Antologi puisi tersebut merupakan bagian dari peringatan Hari Antikorupsi Sedunia pada 9 Desember 2017 yang diadakan oleh sejumlah komunitas di Bali melalui Festival Antikorupsi dengan tema "Puputan Melawan Korupsi". Seperti disebutkan kurator antologi itu, puputan secara harfiah berarti perang, perlawanan, atau bertempur habis-habisan. Semangat bertempur habis-habisan melawan korupsi, itulah yang diinginkan terus digelorakan melalui festival tersebut.
Maka Komunitas Jatijagat Kampung Puisi dengan YMK dan KPK menginisiasi penerbitan antologi puisi tersebut. Undangan untuk menulis puisi dengan tema "Puputan Melawan Korupsi" pun disebarluaskan. Hasilnya, tercatat lebih dari 800 puisi dari 270 lebih penyair yang masuk ke panitia.

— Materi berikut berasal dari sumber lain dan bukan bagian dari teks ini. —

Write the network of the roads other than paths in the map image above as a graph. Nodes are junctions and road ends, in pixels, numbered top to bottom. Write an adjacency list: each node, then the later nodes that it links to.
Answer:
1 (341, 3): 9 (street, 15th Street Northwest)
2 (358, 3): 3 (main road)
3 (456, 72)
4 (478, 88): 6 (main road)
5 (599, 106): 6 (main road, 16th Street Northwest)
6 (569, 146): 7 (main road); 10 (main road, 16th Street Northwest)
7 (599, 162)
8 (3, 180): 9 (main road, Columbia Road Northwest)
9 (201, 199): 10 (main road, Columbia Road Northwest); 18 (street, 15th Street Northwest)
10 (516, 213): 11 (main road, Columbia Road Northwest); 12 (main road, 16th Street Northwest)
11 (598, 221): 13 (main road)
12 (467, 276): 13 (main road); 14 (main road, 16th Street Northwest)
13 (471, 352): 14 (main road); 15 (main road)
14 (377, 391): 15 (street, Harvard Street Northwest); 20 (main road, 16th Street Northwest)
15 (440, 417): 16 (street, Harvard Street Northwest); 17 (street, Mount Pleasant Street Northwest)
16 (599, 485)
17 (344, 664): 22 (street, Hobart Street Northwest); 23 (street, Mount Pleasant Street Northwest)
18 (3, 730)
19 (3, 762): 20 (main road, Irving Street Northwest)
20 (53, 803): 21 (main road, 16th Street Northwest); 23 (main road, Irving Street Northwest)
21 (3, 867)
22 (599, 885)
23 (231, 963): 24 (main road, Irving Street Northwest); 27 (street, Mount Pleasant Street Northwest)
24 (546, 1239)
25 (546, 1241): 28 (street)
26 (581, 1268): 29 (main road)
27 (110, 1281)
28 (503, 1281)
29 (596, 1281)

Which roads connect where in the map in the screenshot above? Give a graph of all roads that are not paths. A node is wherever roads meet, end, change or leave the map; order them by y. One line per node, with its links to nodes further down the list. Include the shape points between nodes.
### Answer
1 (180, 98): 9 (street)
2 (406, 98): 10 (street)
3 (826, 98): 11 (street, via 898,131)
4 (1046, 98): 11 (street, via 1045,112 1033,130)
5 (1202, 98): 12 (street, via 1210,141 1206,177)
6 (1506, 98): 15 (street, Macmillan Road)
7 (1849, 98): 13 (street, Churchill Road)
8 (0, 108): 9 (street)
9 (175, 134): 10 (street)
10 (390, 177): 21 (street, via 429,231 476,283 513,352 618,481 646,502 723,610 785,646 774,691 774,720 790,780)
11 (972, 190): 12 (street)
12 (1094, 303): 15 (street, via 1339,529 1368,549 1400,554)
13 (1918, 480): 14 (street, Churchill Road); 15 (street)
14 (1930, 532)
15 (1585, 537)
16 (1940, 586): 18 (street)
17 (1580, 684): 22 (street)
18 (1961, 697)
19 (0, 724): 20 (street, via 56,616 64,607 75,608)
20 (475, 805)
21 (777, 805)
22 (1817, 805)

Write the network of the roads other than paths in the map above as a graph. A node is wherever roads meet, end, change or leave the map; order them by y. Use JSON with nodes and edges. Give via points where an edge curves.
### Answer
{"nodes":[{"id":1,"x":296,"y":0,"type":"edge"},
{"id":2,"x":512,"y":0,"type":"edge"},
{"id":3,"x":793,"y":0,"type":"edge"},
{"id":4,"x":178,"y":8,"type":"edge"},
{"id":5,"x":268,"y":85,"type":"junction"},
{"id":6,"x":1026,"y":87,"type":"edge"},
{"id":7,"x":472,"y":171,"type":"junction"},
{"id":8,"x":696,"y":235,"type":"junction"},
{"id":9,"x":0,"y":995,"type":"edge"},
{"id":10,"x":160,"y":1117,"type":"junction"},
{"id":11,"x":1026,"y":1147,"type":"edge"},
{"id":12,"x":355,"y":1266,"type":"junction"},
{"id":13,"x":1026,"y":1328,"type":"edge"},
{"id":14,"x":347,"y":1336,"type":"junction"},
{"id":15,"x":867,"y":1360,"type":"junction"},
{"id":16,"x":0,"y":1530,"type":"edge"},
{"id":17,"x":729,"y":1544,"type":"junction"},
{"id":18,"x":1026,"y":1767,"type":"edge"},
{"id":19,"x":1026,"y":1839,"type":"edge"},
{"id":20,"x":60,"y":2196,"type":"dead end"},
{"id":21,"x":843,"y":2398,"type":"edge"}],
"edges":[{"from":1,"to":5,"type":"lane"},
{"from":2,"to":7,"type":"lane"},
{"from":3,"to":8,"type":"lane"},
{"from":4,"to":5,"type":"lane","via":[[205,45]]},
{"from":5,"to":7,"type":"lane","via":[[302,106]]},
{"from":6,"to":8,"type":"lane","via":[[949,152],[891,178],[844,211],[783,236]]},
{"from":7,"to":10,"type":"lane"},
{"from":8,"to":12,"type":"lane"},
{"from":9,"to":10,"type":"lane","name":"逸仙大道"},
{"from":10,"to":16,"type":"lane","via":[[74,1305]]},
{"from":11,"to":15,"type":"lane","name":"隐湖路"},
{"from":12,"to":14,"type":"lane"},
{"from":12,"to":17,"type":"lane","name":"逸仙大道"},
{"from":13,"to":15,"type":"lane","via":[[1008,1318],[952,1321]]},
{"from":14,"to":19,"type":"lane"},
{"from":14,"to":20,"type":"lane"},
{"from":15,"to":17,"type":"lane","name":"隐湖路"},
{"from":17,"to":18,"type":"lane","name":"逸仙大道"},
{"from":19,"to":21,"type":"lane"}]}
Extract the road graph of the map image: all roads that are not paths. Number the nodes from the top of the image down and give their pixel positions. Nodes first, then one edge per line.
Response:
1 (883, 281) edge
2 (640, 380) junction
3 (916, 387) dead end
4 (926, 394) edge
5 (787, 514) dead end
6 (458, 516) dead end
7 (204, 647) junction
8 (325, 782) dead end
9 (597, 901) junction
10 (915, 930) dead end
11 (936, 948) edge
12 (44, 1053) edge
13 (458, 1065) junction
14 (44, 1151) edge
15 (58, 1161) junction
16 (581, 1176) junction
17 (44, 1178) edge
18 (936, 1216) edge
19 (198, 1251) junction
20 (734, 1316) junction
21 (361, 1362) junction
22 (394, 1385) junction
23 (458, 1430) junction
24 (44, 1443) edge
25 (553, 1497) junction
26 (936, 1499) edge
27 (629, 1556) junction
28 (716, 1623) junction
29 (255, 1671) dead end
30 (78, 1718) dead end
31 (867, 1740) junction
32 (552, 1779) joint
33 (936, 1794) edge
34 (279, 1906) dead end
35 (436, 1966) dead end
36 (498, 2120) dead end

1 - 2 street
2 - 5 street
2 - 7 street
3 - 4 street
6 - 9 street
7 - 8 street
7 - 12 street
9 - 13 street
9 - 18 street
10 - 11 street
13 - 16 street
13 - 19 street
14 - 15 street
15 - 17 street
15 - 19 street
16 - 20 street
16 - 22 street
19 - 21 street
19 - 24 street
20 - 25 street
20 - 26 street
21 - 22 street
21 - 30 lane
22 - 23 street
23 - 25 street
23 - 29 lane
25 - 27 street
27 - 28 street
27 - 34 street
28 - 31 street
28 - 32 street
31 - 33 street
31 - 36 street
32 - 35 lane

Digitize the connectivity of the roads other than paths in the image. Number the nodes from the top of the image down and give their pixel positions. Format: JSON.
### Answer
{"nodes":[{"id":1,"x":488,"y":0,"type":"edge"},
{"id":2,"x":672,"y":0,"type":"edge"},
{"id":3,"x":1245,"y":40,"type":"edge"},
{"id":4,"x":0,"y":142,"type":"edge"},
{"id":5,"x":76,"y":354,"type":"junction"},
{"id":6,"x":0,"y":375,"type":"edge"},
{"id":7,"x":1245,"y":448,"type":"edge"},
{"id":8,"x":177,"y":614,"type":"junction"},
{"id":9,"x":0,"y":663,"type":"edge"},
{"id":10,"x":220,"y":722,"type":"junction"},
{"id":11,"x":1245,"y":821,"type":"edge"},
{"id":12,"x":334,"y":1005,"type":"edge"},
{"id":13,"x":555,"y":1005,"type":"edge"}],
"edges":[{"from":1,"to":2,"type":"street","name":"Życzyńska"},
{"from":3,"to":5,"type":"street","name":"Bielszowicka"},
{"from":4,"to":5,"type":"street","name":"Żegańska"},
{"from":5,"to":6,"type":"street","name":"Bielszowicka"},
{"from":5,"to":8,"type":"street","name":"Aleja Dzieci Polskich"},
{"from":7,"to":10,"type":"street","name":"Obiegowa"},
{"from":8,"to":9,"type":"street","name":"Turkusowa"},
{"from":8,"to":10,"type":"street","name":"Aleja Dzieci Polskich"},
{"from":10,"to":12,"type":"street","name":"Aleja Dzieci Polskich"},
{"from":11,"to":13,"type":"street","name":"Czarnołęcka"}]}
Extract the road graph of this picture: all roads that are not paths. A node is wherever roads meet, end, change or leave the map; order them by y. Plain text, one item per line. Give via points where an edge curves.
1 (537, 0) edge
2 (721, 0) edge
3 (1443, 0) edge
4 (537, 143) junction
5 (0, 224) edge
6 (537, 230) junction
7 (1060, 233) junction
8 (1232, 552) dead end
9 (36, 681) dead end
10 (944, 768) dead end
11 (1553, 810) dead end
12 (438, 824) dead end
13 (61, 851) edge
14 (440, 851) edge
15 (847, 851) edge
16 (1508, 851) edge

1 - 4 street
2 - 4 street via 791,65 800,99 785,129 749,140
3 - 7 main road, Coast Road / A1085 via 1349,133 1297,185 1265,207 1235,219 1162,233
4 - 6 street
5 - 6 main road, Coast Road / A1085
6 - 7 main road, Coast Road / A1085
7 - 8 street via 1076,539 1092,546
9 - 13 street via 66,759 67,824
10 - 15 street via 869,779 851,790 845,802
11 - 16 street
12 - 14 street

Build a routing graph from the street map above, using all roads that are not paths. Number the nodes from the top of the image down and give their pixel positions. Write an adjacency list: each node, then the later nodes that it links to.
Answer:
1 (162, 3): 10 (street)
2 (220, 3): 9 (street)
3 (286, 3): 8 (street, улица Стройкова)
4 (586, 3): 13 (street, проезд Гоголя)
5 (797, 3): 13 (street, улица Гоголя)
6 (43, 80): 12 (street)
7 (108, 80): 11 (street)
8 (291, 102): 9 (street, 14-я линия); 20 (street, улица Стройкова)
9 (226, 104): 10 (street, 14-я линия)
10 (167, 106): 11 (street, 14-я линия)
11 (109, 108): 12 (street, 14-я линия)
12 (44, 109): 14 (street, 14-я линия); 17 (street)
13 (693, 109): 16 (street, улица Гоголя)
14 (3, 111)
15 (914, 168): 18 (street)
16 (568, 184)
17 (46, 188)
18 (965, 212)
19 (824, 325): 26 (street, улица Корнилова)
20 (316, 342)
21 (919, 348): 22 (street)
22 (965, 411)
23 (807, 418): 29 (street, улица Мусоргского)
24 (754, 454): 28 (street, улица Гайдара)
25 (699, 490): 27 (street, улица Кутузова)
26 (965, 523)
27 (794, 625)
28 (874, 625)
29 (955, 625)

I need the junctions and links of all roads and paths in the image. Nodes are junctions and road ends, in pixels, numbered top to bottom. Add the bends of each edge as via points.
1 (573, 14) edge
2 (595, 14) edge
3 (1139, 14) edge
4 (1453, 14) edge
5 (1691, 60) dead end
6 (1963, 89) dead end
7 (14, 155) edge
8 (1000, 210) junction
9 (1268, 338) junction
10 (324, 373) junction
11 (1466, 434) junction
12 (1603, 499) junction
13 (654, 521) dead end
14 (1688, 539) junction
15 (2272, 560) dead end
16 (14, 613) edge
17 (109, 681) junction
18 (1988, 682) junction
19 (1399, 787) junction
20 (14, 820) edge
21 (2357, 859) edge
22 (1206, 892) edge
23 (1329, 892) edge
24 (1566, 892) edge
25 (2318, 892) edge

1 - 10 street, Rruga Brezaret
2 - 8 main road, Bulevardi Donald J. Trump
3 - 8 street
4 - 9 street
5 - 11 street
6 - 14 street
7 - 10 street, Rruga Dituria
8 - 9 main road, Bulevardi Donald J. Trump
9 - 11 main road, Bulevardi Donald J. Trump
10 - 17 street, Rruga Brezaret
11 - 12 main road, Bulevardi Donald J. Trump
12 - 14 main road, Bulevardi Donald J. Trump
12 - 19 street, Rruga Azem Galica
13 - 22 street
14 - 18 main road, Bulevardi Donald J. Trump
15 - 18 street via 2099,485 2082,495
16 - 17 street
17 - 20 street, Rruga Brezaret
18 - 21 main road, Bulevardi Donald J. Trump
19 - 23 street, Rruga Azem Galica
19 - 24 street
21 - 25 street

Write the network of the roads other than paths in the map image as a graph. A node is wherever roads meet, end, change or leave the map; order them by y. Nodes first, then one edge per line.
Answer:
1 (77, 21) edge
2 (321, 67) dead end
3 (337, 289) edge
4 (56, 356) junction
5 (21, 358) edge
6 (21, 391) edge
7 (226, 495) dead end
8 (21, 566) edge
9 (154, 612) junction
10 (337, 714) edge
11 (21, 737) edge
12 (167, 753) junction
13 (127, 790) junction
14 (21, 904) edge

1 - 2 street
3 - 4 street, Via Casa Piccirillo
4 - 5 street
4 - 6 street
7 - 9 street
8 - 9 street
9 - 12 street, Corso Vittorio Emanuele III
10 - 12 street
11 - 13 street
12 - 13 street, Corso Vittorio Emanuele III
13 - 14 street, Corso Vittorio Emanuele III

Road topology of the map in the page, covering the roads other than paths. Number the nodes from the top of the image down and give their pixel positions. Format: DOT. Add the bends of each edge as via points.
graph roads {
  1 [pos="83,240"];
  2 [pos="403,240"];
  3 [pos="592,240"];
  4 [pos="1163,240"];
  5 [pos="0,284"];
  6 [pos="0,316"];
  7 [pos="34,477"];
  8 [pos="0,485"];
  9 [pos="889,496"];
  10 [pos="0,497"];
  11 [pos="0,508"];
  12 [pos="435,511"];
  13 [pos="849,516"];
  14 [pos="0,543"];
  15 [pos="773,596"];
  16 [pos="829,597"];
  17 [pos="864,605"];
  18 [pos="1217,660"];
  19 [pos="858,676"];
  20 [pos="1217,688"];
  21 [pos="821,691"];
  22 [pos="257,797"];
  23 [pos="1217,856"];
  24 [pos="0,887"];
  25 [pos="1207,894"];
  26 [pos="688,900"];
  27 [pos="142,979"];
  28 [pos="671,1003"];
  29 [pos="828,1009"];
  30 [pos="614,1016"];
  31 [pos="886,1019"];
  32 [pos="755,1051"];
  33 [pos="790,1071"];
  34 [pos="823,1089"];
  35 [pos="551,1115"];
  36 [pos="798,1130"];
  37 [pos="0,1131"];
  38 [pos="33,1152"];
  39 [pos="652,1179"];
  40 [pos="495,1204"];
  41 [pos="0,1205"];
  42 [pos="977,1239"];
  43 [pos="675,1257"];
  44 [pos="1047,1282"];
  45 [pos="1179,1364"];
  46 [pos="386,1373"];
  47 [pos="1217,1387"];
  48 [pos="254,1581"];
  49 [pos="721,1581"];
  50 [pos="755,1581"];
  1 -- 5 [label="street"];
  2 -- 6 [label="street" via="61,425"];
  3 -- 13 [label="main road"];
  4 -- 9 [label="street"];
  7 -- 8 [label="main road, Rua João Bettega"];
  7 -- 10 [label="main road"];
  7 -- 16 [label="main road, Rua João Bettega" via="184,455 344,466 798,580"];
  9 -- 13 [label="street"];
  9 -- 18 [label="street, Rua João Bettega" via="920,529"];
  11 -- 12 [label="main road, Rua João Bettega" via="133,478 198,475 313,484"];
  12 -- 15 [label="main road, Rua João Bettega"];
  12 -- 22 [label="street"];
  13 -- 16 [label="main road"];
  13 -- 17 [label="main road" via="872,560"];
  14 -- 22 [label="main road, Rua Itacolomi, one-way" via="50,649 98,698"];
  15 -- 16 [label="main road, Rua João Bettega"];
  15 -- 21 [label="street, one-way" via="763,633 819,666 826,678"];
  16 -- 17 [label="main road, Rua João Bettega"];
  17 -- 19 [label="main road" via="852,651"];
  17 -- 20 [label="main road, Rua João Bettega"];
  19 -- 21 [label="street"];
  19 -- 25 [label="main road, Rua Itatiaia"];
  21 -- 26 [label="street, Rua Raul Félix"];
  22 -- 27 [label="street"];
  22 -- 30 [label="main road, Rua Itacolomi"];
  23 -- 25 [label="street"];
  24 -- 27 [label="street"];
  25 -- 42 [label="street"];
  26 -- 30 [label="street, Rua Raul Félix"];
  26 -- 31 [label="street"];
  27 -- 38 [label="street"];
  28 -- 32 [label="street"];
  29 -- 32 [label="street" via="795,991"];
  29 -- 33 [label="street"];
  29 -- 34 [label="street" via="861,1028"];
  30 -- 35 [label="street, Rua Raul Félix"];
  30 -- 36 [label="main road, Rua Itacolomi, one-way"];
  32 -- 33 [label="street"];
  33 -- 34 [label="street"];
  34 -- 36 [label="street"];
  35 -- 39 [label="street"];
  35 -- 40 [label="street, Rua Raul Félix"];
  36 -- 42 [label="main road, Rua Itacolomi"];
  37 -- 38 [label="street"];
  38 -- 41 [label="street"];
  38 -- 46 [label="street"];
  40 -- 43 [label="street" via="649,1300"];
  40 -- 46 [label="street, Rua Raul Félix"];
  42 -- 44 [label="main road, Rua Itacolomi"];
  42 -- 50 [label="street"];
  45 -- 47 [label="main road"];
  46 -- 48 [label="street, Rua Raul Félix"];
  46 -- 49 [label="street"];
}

Wayan Jengki Sunarta selaku kurator tunggal kemudian melakukan proses seleksi. Setelah beberapa kali -- termasuk membaca ulang sejumlah puisi -- akhirnya berhasil dipilih puisi-puisi yang layak masuk ke dalam antologi puisi tersebut.
Saya sendiri mengirim tiga puisi, masing-masing berjudul "Puisi Negeri", "Terhinalah, Kau Itulah", dan "Tetaplah Lawan". Puisi pertama berasal dari Juni 2014 yang masih tersimpan dalam laptop lama saya, sedangkan dua puisi berikutnya saya tulis pada Maret 2017 dan November 2017.
Hasilnya, saya mendapat "hadiah" Tahun Baru berupa satu eksemplar antologi puisi tersebut. Berarti ada karya saya yang diterima dan ikut diterbitkan dalam buku itu. Setelah saya buka, ternyata "Puisi Negeri" yang terpilih masuk ke dalam antologi tersebut. Walaupun telah cukup lama saya tulis, puisi itu justru yang lolos seleksi dan bukan dua puisi terbaru saya.
Tulisan sang kurator mungkin memberikan gambaran tentang puisi saya yang telah cukup lama ditulis, berhasil masuk ke dalam antologi itu, ".... di antara banyak puisi yang dikirimkan, ada sejumlah puisi yang bertitimangsa sebelum tahun 2017. Hal ini menunjukkan puisi-puisi perlawanan terhadap korupsi telah ditulis sejak dulu. Dan penerbitan buku ini hanya salah satu pemicu meledaknya puisi-puisi perlawanan terhadap korupsi. Semoga perlawanan itu terus berlanjut".